Djamel Tatah - Peintre

Par Éric Tariant · Le Journal des Arts

Le 27 novembre 2012 - 1645 mots

Djamel Tatah assume pleinement sa peinture dépouillée et enchaîne avec succès les expositions dans des lieux institutionnels.

À la croisée de la tradition figurative et de l’abstraction, Djamel Tatah essaime, depuis trente ans contre vents et marées, ses grandes toiles mélancoliques. Indifférent aux guerres intestines entre partisans et opposants à la peinture.

Une odeur de cire, de térébenthine et de feu de bois flotte dans le grand atelier tourné vers le jardin clos. Pas un bruit ne perturbe le silence de cette ancienne grange plantée aux confins de la Forêt d’Othe, dans le nord de la Bourgogne.

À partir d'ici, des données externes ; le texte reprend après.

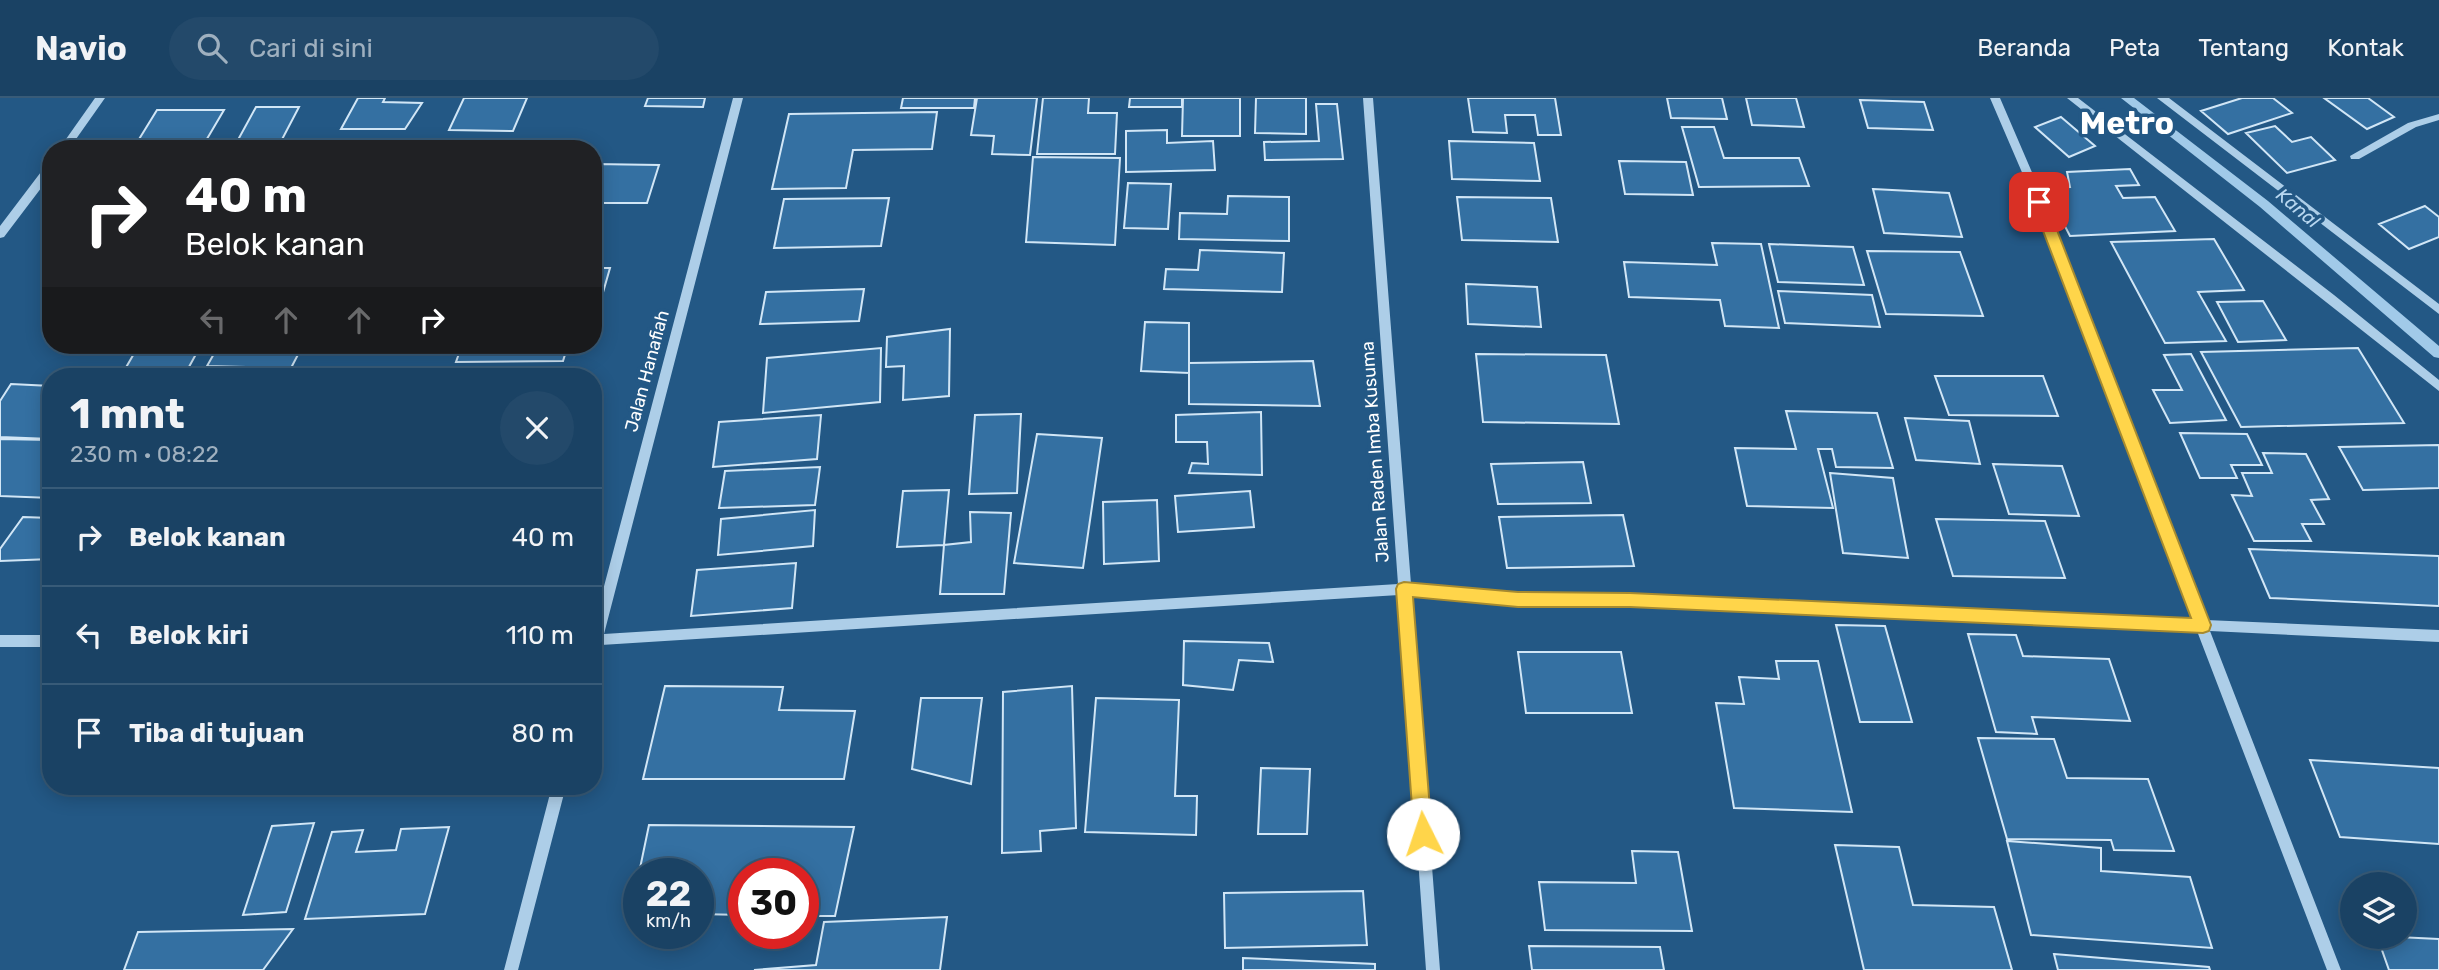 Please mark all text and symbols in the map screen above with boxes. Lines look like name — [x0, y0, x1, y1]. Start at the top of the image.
search box — [169, 17, 659, 80]
text: Navio — [35, 29, 127, 68]
icon: search — [193, 29, 231, 67]
text: Cari di sini — [249, 33, 373, 64]
text: Beranda — [1977, 34, 2071, 62]
text: Peta — [2109, 34, 2160, 62]
text: Tentang — [2198, 34, 2289, 62]
text: Kontak — [2327, 34, 2404, 62]
district label: Metro — [2080, 104, 2174, 142]
text: 40 m — [185, 166, 307, 224]
icon: right — [70, 168, 161, 259]
pin — [2009, 172, 2069, 232]
icon: arrive — [2020, 183, 2058, 221]
water label: Kanal — [2272, 183, 2325, 233]
text: Belok kanan — [185, 225, 365, 263]
icon: left — [194, 301, 232, 339]
icon: ahead — [267, 301, 305, 339]
icon: ahead — [340, 301, 378, 339]
icon: right — [413, 301, 451, 339]
street label: Jalan Hanafiah — [620, 308, 674, 434]
street label: Jalan Raden Imba Kusuma — [1356, 341, 1394, 563]
text: 1 mnt — [70, 389, 185, 439]
button: close — [500, 391, 574, 465]
text: 230 m · 08:22 — [70, 440, 219, 468]
icon: right — [70, 518, 108, 556]
text: Belok kanan — [129, 522, 286, 553]
text: 40 m — [512, 522, 574, 553]
icon: left — [70, 616, 108, 654]
text: Belok kiri — [129, 620, 249, 651]
text: 110 m — [506, 620, 574, 651]
icon: arrive — [70, 714, 108, 752]
text: Tiba di tujuan — [129, 718, 304, 749]
text: 80 m — [511, 718, 574, 749]
position arrow — [1386, 797, 1460, 871]
speed limit sign: 30 — [728, 858, 819, 949]
map controls — [2340, 872, 2417, 949]
button: layers — [2340, 872, 2417, 949]
text: 22 — [646, 873, 691, 915]
text: km/h — [646, 910, 691, 932] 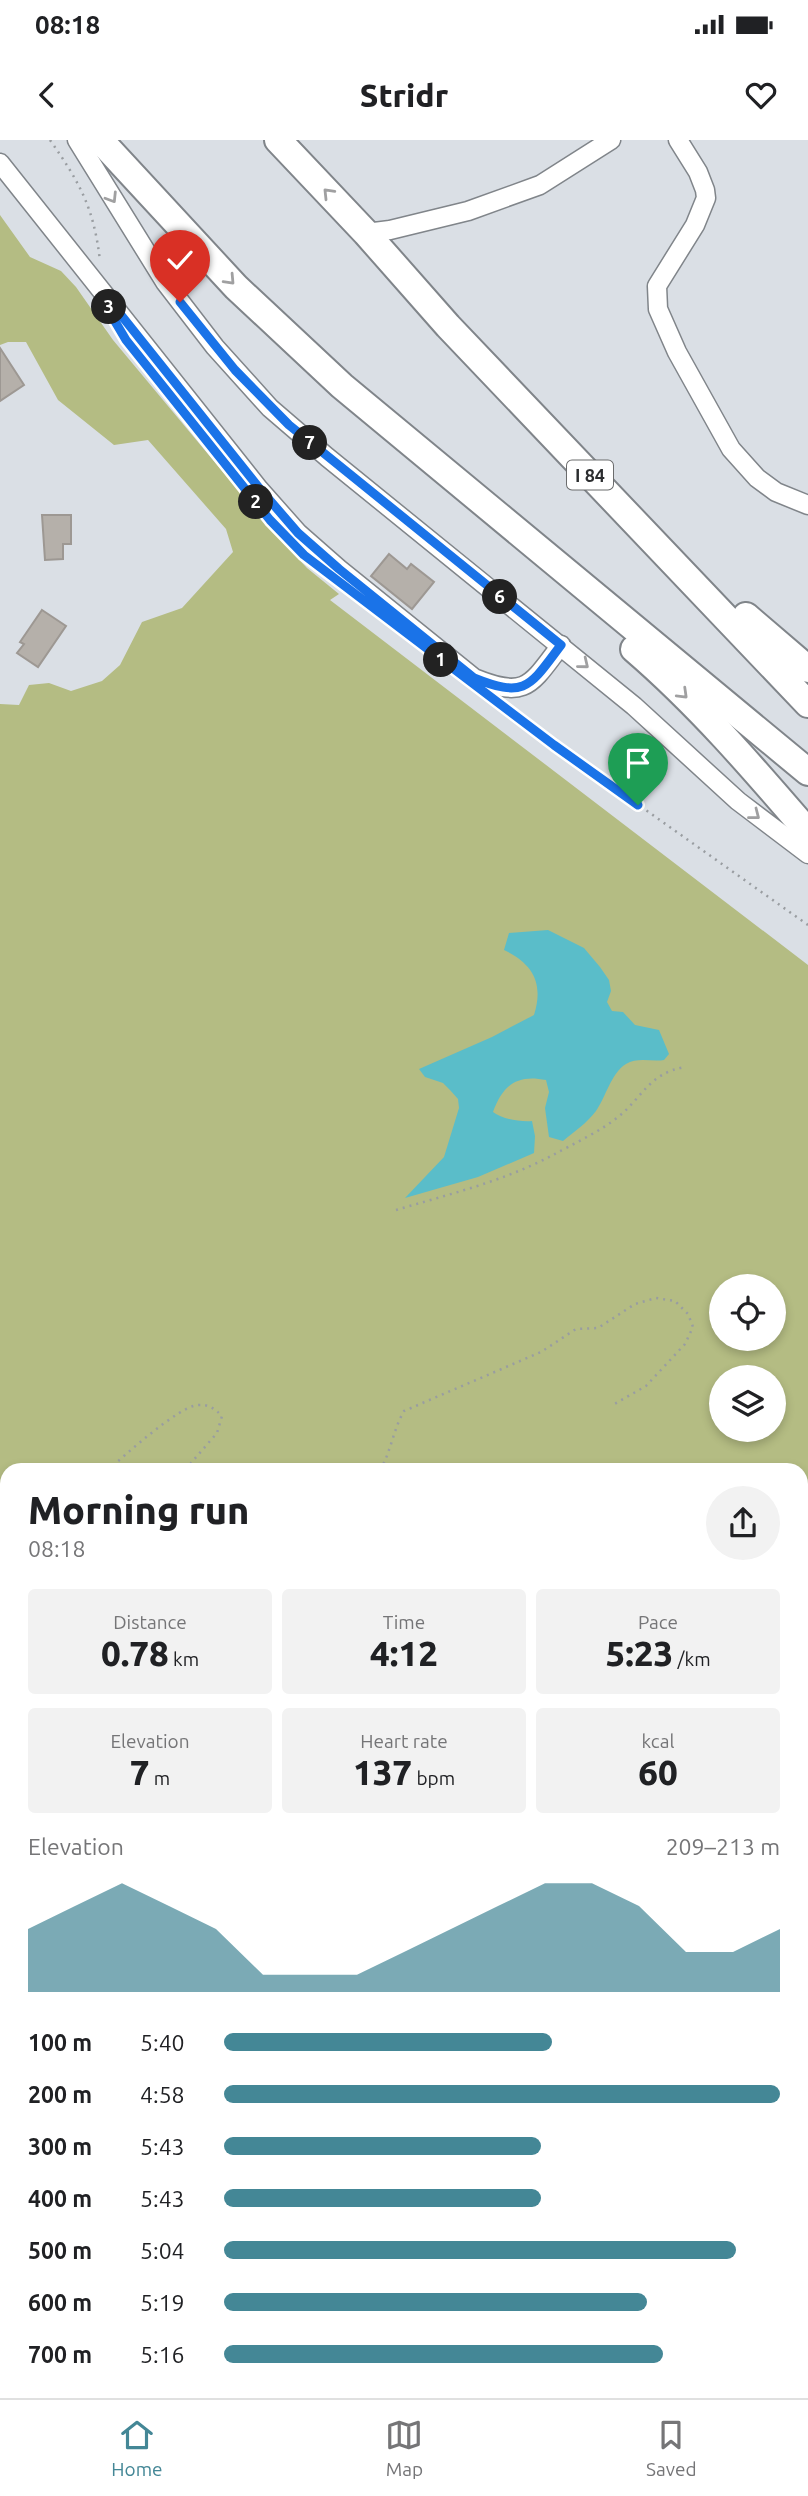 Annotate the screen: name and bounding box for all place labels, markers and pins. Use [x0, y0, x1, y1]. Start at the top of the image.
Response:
pin [150, 230, 210, 302]
pin: 3 [92, 290, 126, 324]
pin: 7 [292, 426, 328, 460]
pin: 2 [238, 484, 274, 520]
pin: 6 [482, 580, 518, 615]
pin: 1 [424, 643, 458, 678]
pin [608, 733, 668, 805] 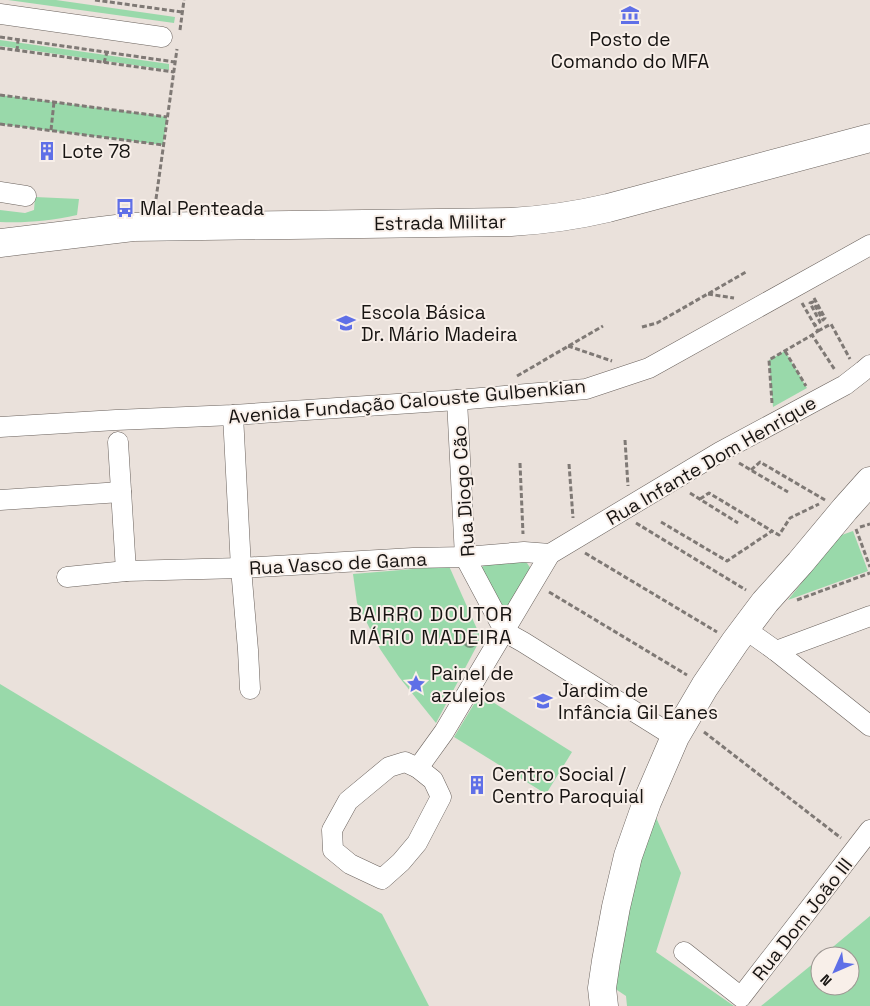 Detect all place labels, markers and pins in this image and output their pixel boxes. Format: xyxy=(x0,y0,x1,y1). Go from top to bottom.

Le temps est comme suspendu. Une demi-douzaine de tableaux inachevés, de grand format, sont posés au sol, face à la pièce, à l’envers. Plus loin, dans la réserve, non loin d’une enfilade de tableaux rangés sous des voiles plastiques, repose une toile étrange figurant un personnage enfermé derrière des barreaux. Le fond monochrome vert tendre jure avec le noir charbon de bois des barreaux.

« Le feu sacré ? Ouais, ouais cela marche. J’ai la niaque comme dirait mon fils de 17 ans », lance Djamal Tatah ponctuant sa réponse d’un grand éclat de rire. Un long rire aigu et sonore qui permet de dissiper la tension et de maintenir à distance son interlocuteur. « Je peins en général le matin de 9 heures à 13 heures ; tous les jours sauf les week-ends. Après je retourne à d’autres occupations. Quand j’ai peint pendant quatre heures, je suis lessivé. »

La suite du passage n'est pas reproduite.